Your result should be the lines holding the word "name", copied from the entries below.
<<<<
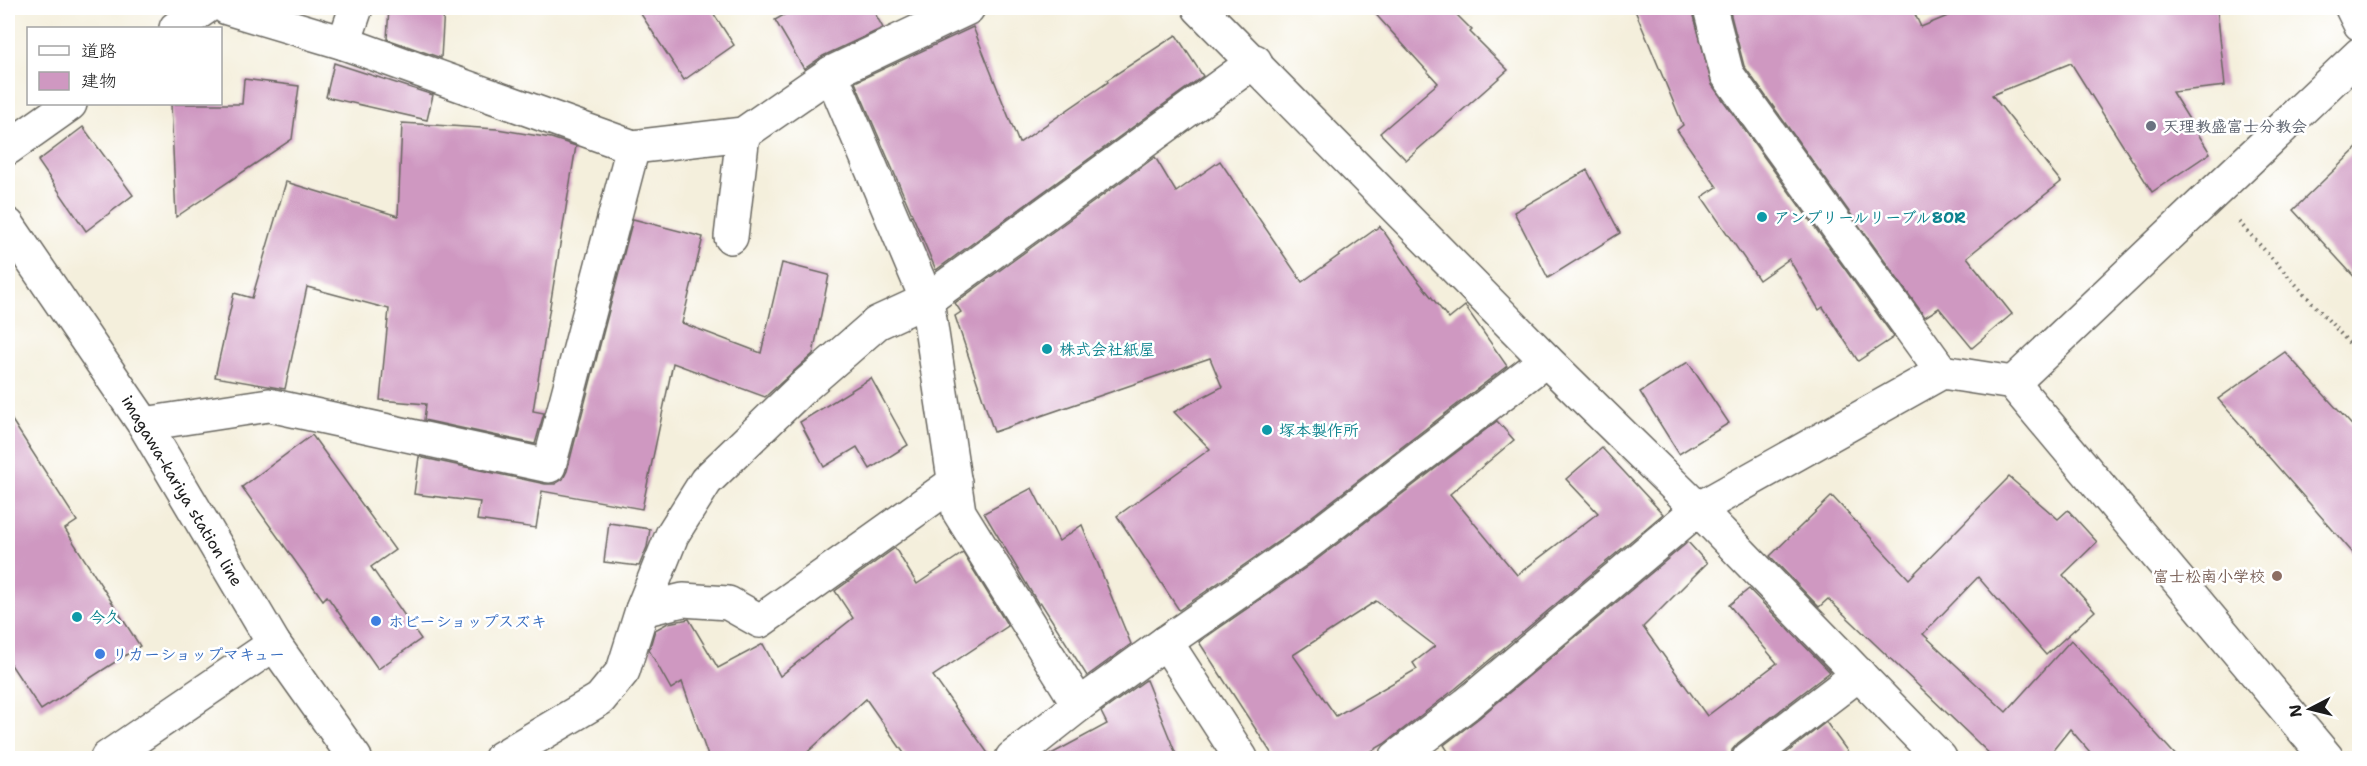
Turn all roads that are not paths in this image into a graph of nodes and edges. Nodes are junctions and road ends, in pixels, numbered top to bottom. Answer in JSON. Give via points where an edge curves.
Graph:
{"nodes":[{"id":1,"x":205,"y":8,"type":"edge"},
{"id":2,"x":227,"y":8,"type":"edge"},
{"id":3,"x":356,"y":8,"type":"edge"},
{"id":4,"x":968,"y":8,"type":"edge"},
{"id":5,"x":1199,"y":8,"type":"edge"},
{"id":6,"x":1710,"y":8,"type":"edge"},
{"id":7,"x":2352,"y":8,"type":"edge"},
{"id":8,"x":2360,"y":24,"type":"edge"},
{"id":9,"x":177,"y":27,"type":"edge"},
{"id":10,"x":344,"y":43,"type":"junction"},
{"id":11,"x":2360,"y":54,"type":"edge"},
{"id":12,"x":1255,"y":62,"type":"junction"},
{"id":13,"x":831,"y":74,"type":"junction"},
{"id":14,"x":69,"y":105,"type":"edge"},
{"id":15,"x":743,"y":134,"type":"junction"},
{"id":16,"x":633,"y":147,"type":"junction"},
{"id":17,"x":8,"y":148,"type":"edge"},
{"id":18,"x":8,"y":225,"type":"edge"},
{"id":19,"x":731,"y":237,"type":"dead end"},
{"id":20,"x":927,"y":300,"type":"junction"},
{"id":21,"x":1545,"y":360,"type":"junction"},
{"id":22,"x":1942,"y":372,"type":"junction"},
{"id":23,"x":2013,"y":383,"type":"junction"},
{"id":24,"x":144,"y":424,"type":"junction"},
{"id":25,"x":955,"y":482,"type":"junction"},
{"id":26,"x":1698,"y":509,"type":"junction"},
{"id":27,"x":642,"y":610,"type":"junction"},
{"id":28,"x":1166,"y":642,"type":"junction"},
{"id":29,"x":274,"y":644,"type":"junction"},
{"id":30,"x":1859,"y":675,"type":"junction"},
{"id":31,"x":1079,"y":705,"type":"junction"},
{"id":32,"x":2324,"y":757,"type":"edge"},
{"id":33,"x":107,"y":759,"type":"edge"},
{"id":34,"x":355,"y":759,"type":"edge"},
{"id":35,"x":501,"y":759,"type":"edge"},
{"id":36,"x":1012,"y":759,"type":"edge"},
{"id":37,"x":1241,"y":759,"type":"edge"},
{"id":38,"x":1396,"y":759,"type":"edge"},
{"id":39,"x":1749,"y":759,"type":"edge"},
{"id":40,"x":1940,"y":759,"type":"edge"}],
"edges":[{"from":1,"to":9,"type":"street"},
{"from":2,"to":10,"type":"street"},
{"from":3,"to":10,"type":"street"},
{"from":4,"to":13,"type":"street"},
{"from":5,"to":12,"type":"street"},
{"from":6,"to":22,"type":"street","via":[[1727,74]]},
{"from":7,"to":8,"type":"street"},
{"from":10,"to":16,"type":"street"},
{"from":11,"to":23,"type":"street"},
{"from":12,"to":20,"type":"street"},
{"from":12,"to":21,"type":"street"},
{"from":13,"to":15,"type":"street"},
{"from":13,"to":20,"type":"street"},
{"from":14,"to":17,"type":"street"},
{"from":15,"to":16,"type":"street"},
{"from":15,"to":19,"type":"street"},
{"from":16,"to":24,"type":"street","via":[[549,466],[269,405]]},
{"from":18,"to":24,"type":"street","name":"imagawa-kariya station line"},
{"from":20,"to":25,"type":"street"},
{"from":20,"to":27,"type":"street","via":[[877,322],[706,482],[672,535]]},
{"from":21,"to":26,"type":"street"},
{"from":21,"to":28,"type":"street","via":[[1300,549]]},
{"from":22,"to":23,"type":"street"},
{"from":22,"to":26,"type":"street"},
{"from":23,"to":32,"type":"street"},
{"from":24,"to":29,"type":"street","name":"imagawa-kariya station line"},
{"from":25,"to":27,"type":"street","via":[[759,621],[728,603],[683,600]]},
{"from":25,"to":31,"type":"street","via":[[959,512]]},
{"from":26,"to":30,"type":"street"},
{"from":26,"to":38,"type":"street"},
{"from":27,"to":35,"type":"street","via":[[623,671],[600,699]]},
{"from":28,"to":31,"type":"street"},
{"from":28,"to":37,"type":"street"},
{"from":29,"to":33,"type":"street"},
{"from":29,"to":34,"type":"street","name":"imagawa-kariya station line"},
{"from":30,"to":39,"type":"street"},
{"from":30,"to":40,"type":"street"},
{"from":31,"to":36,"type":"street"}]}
>>>>
**Answer to the problem:**
{"from":18,"to":24,"type":"street","name":"imagawa-kariya station line"},
{"from":24,"to":29,"type":"street","name":"imagawa-kariya station line"},
{"from":29,"to":34,"type":"street","name":"imagawa-kariya station line"},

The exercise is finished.